THE TASK => Show every line of the records below that contains the word "高崎神流秩父線".

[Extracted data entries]
####################
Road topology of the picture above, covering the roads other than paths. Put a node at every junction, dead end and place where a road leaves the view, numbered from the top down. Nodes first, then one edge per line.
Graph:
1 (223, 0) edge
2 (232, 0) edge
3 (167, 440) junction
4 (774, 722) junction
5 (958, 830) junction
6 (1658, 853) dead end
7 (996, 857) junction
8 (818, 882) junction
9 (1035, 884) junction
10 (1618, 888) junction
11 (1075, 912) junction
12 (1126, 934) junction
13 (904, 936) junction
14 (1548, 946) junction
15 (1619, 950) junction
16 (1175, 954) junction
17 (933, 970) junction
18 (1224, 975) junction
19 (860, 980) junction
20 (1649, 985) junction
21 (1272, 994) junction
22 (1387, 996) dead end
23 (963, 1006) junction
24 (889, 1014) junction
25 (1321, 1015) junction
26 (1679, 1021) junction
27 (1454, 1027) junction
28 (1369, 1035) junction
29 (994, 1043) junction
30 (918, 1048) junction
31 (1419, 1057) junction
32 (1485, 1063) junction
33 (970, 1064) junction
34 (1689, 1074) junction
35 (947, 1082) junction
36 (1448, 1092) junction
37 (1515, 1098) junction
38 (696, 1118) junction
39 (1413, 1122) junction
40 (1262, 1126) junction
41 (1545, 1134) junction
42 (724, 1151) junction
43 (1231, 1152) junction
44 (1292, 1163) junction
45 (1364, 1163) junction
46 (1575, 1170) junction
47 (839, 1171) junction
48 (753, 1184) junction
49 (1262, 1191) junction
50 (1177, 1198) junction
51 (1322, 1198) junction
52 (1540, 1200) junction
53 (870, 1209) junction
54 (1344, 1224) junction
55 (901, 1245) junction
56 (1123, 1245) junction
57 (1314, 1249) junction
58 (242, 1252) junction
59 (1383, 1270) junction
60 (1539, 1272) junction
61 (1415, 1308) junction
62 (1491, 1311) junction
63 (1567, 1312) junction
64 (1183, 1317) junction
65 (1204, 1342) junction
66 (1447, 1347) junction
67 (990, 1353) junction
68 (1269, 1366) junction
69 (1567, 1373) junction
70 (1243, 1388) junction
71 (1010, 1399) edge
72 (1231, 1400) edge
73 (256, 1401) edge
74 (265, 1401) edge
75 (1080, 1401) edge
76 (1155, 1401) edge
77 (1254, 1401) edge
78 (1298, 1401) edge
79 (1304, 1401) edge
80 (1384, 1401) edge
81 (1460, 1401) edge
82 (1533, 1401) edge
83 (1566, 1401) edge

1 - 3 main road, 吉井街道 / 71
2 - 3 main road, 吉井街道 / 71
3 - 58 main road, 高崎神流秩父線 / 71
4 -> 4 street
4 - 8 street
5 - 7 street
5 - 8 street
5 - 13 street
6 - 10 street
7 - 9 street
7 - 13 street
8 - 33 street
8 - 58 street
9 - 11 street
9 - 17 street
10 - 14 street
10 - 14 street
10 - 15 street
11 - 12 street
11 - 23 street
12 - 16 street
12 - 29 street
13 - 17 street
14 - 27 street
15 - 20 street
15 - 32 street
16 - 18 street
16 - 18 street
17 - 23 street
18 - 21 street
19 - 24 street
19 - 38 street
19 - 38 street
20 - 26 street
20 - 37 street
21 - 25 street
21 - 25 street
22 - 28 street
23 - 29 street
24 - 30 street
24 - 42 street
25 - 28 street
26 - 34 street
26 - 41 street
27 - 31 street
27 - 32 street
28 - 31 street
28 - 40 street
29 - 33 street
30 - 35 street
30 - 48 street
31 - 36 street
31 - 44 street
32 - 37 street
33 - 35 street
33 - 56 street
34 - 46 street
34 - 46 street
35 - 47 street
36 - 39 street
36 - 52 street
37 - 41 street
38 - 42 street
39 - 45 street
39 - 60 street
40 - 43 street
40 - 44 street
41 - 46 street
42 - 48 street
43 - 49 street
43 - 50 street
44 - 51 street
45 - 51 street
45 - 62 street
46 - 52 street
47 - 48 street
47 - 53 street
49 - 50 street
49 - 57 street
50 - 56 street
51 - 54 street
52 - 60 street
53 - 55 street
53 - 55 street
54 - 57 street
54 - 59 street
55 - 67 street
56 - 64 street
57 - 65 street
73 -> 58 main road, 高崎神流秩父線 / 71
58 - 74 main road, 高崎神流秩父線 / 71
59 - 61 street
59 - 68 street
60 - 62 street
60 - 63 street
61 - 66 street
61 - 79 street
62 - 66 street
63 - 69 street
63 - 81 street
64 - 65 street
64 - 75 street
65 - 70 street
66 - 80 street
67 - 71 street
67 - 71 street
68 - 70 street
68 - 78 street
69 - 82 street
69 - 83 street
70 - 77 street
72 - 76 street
####################
RESULT OF THIS TASK =>
3 - 58 main road, 高崎神流秩父線 / 71
73 -> 58 main road, 高崎神流秩父線 / 71
58 - 74 main road, 高崎神流秩父線 / 71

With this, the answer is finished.